_WORK TASK_: Everything in the data gets repeated exactly, except for the pictures.

_SOURCE MATERIAL_:

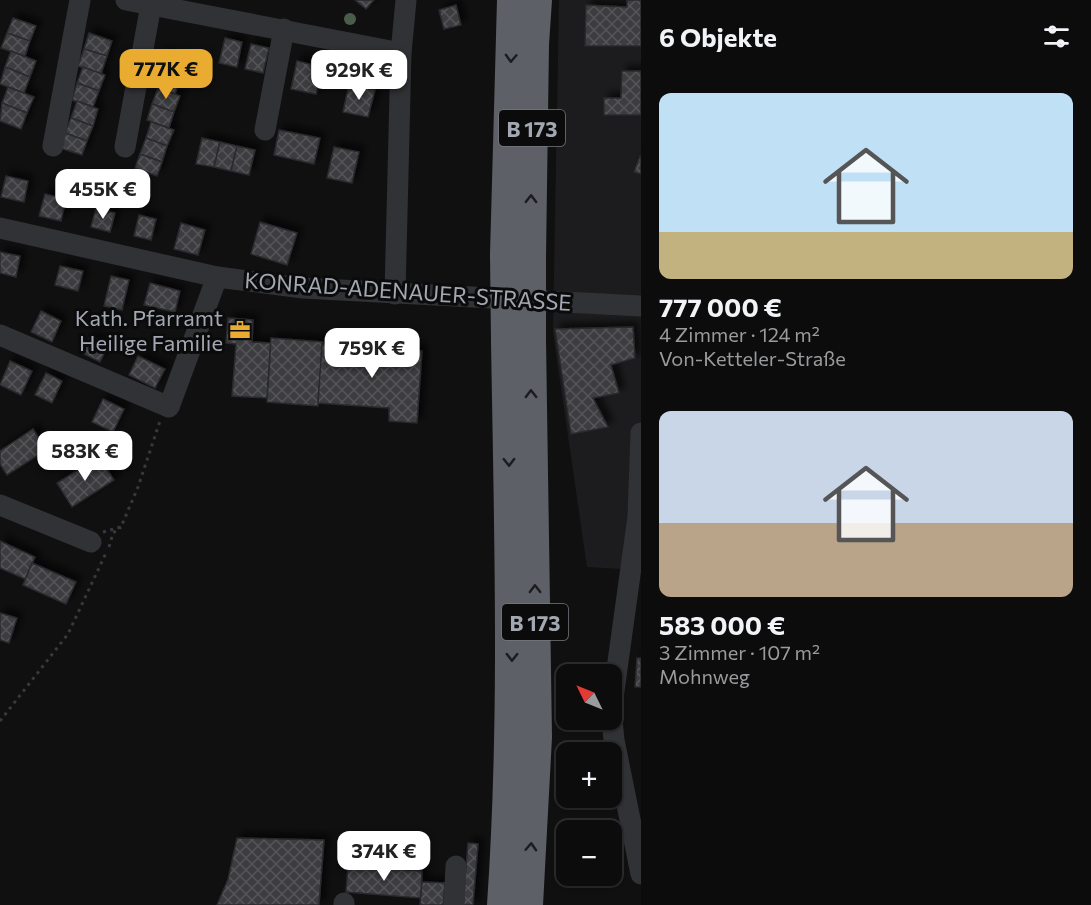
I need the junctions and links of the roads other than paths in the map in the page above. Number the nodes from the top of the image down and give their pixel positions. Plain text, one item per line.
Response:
1 (80, 0) edge
2 (126, 0) edge
3 (406, 0) edge
4 (513, 0) edge
5 (536, 0) edge
6 (151, 5) junction
7 (284, 29) junction
8 (401, 53) junction
9 (265, 130) dead end
10 (53, 146) dead end
11 (125, 147) dead end
12 (0, 228) edge
13 (518, 256) junction
14 (217, 277) junction
15 (395, 294) junction
16 (641, 306) edge
17 (0, 335) edge
18 (518, 340) junction
19 (641, 433) edge
20 (0, 505) edge
21 (91, 542) road end
22 (633, 618) edge
23 (622, 664) edge
24 (613, 730) edge
25 (636, 829) edge
26 (456, 866) dead end
27 (641, 874) edge
28 (454, 905) edge
29 (503, 905) edge
30 (527, 905) edge

1 - 10 street
2 - 6 street
3 - 8 street
4 -> 13 highway, B 173
13 -> 5 highway, B 173
6 - 7 street
6 - 11 street
7 - 8 street
7 - 9 street
8 - 15 street
12 - 14 street, KONRAD-ADENAUER-STRASSE
13 - 18 highway, B 173, bridge
14 - 15 street, KONRAD-ADENAUER-STRASSE
14 - 17 street
15 - 16 street, KONRAD-ADENAUER-STRASSE
18 -> 29 highway, B 173
30 -> 18 highway, B 173
19 - 22 street
20 - 21 street
22 - 23 street
24 - 25 street
25 - 27 street
26 - 28 street

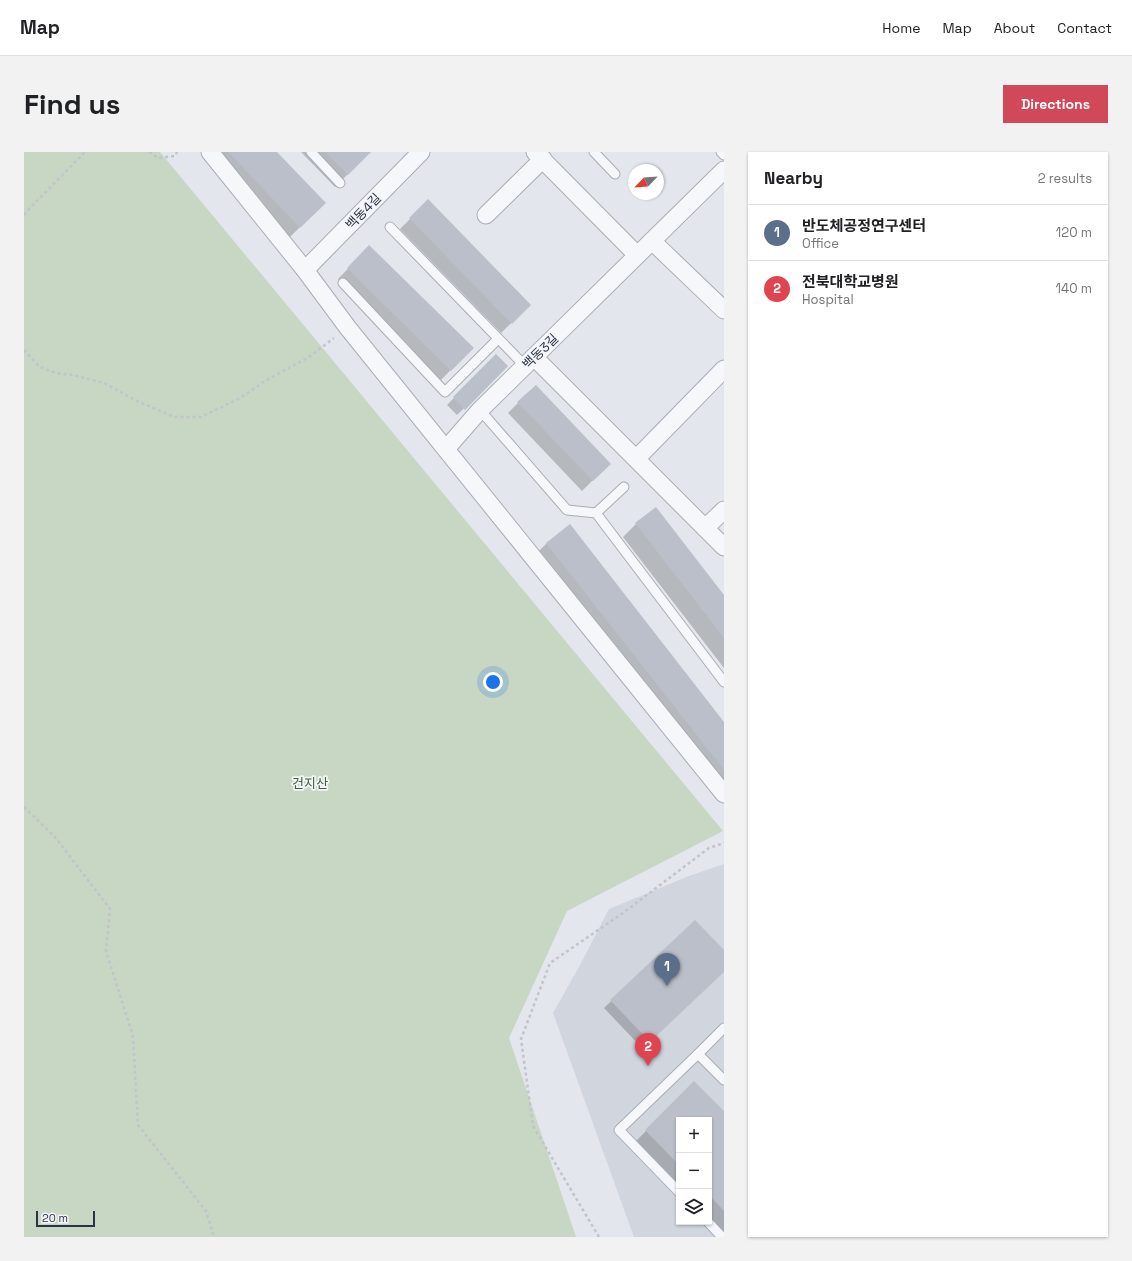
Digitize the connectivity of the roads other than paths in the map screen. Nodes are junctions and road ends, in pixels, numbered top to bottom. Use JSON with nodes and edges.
{"nodes":[{"id":1,"x":210,"y":152,"type":"edge"},
{"id":2,"x":311,"y":152,"type":"edge"},
{"id":3,"x":421,"y":152,"type":"edge"},
{"id":4,"x":594,"y":152,"type":"edge"},
{"id":5,"x":721,"y":152,"type":"edge"},
{"id":6,"x":539,"y":156,"type":"edge"},
{"id":7,"x":724,"y":156,"type":"edge"},
{"id":8,"x":724,"y":170,"type":"edge"},
{"id":9,"x":615,"y":174,"type":"dead end"},
{"id":10,"x":340,"y":183,"type":"dead end"},
{"id":11,"x":486,"y":215,"type":"dead end"},
{"id":12,"x":390,"y":227,"type":"dead end"},
{"id":13,"x":652,"y":241,"type":"junction"},
{"id":14,"x":637,"y":255,"type":"junction"},
{"id":15,"x":305,"y":270,"type":"junction"},
{"id":16,"x":343,"y":283,"type":"dead end"},
{"id":17,"x":724,"y":310,"type":"edge"},
{"id":18,"x":498,"y":339,"type":"junction"},
{"id":19,"x":529,"y":361,"type":"junction"},
{"id":20,"x":724,"y":369,"type":"edge"},
{"id":21,"x":480,"y":410,"type":"junction"},
{"id":22,"x":446,"y":448,"type":"junction"},
{"id":23,"x":636,"y":459,"type":"junction"},
{"id":24,"x":624,"y":487,"type":"dead end"},
{"id":25,"x":724,"y":510,"type":"edge"},
{"id":26,"x":596,"y":513,"type":"junction"},
{"id":27,"x":705,"y":528,"type":"junction"},
{"id":28,"x":724,"y":547,"type":"edge"},
{"id":29,"x":724,"y":682,"type":"edge"},
{"id":30,"x":724,"y":794,"type":"edge"},
{"id":31,"x":724,"y":1028,"type":"edge"},
{"id":32,"x":698,"y":1054,"type":"junction"},
{"id":33,"x":724,"y":1080,"type":"edge"},
{"id":34,"x":676,"y":1189,"type":"edge"},
{"id":35,"x":711,"y":1225,"type":"edge"},
{"id":36,"x":722,"y":1237,"type":"edge"}],
"edges":[{"from":1,"to":15,"type":"street"},
{"from":2,"to":10,"type":"lane"},
{"from":3,"to":15,"type":"street","name":"백동4길"},
{"from":4,"to":9,"type":"lane"},
{"from":5,"to":7,"type":"lane"},
{"from":6,"to":11,"type":"street"},
{"from":6,"to":14,"type":"street"},
{"from":8,"to":13,"type":"street","name":"백동3길"},
{"from":12,"to":18,"type":"lane"},
{"from":13,"to":14,"type":"street","name":"백동3길"},
{"from":13,"to":17,"type":"street"},
{"from":14,"to":19,"type":"street","name":"백동3길"},
{"from":15,"to":22,"type":"street"},
{"from":16,"to":18,"type":"lane"},
{"from":18,"to":19,"type":"lane"},
{"from":19,"to":21,"type":"street","name":"백동3길"},
{"from":19,"to":23,"type":"street"},
{"from":20,"to":23,"type":"street"},
{"from":21,"to":22,"type":"street","name":"백동3길"},
{"from":21,"to":26,"type":"lane"},
{"from":22,"to":30,"type":"street"},
{"from":23,"to":27,"type":"street"},
{"from":24,"to":26,"type":"lane"},
{"from":25,"to":27,"type":"street"},
{"from":26,"to":29,"type":"lane"},
{"from":27,"to":28,"type":"street"},
{"from":31,"to":32,"type":"lane"},
{"from":32,"to":33,"type":"lane"},
{"from":32,"to":34,"type":"lane"},
{"from":35,"to":36,"type":"lane"}]}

_TASK RESPONSE_:
I need the junctions and links of the roads other than paths in the map in the page above. Number the nodes from the top of the image down and give their pixel positions. Plain text, one item per line.
Response:
1 (80, 0) edge
2 (126, 0) edge
3 (406, 0) edge
4 (513, 0) edge
5 (536, 0) edge
6 (151, 5) junction
7 (284, 29) junction
8 (401, 53) junction
9 (265, 130) dead end
10 (53, 146) dead end
11 (125, 147) dead end
12 (0, 228) edge
13 (518, 256) junction
14 (217, 277) junction
15 (395, 294) junction
16 (641, 306) edge
17 (0, 335) edge
18 (518, 340) junction
19 (641, 433) edge
20 (0, 505) edge
21 (91, 542) road end
22 (633, 618) edge
23 (622, 664) edge
24 (613, 730) edge
25 (636, 829) edge
26 (456, 866) dead end
27 (641, 874) edge
28 (454, 905) edge
29 (503, 905) edge
30 (527, 905) edge

1 - 10 street
2 - 6 street
3 - 8 street
4 -> 13 highway, B 173
13 -> 5 highway, B 173
6 - 7 street
6 - 11 street
7 - 8 street
7 - 9 street
8 - 15 street
12 - 14 street, KONRAD-ADENAUER-STRASSE
13 - 18 highway, B 173, bridge
14 - 15 street, KONRAD-ADENAUER-STRASSE
14 - 17 street
15 - 16 street, KONRAD-ADENAUER-STRASSE
18 -> 29 highway, B 173
30 -> 18 highway, B 173
19 - 22 street
20 - 21 street
22 - 23 street
24 - 25 street
25 - 27 street
26 - 28 street

Digitize the connectivity of the roads other than paths in the map screen. Nodes are junctions and road ends, in pixels, numbered top to bottom. Use JSON with nodes and edges.
{"nodes":[{"id":1,"x":210,"y":152,"type":"edge"},
{"id":2,"x":311,"y":152,"type":"edge"},
{"id":3,"x":421,"y":152,"type":"edge"},
{"id":4,"x":594,"y":152,"type":"edge"},
{"id":5,"x":721,"y":152,"type":"edge"},
{"id":6,"x":539,"y":156,"type":"edge"},
{"id":7,"x":724,"y":156,"type":"edge"},
{"id":8,"x":724,"y":170,"type":"edge"},
{"id":9,"x":615,"y":174,"type":"dead end"},
{"id":10,"x":340,"y":183,"type":"dead end"},
{"id":11,"x":486,"y":215,"type":"dead end"},
{"id":12,"x":390,"y":227,"type":"dead end"},
{"id":13,"x":652,"y":241,"type":"junction"},
{"id":14,"x":637,"y":255,"type":"junction"},
{"id":15,"x":305,"y":270,"type":"junction"},
{"id":16,"x":343,"y":283,"type":"dead end"},
{"id":17,"x":724,"y":310,"type":"edge"},
{"id":18,"x":498,"y":339,"type":"junction"},
{"id":19,"x":529,"y":361,"type":"junction"},
{"id":20,"x":724,"y":369,"type":"edge"},
{"id":21,"x":480,"y":410,"type":"junction"},
{"id":22,"x":446,"y":448,"type":"junction"},
{"id":23,"x":636,"y":459,"type":"junction"},
{"id":24,"x":624,"y":487,"type":"dead end"},
{"id":25,"x":724,"y":510,"type":"edge"},
{"id":26,"x":596,"y":513,"type":"junction"},
{"id":27,"x":705,"y":528,"type":"junction"},
{"id":28,"x":724,"y":547,"type":"edge"},
{"id":29,"x":724,"y":682,"type":"edge"},
{"id":30,"x":724,"y":794,"type":"edge"},
{"id":31,"x":724,"y":1028,"type":"edge"},
{"id":32,"x":698,"y":1054,"type":"junction"},
{"id":33,"x":724,"y":1080,"type":"edge"},
{"id":34,"x":676,"y":1189,"type":"edge"},
{"id":35,"x":711,"y":1225,"type":"edge"},
{"id":36,"x":722,"y":1237,"type":"edge"}],
"edges":[{"from":1,"to":15,"type":"street"},
{"from":2,"to":10,"type":"lane"},
{"from":3,"to":15,"type":"street","name":"백동4길"},
{"from":4,"to":9,"type":"lane"},
{"from":5,"to":7,"type":"lane"},
{"from":6,"to":11,"type":"street"},
{"from":6,"to":14,"type":"street"},
{"from":8,"to":13,"type":"street","name":"백동3길"},
{"from":12,"to":18,"type":"lane"},
{"from":13,"to":14,"type":"street","name":"백동3길"},
{"from":13,"to":17,"type":"street"},
{"from":14,"to":19,"type":"street","name":"백동3길"},
{"from":15,"to":22,"type":"street"},
{"from":16,"to":18,"type":"lane"},
{"from":18,"to":19,"type":"lane"},
{"from":19,"to":21,"type":"street","name":"백동3길"},
{"from":19,"to":23,"type":"street"},
{"from":20,"to":23,"type":"street"},
{"from":21,"to":22,"type":"street","name":"백동3길"},
{"from":21,"to":26,"type":"lane"},
{"from":22,"to":30,"type":"street"},
{"from":23,"to":27,"type":"street"},
{"from":24,"to":26,"type":"lane"},
{"from":25,"to":27,"type":"street"},
{"from":26,"to":29,"type":"lane"},
{"from":27,"to":28,"type":"street"},
{"from":31,"to":32,"type":"lane"},
{"from":32,"to":33,"type":"lane"},
{"from":32,"to":34,"type":"lane"},
{"from":35,"to":36,"type":"lane"}]}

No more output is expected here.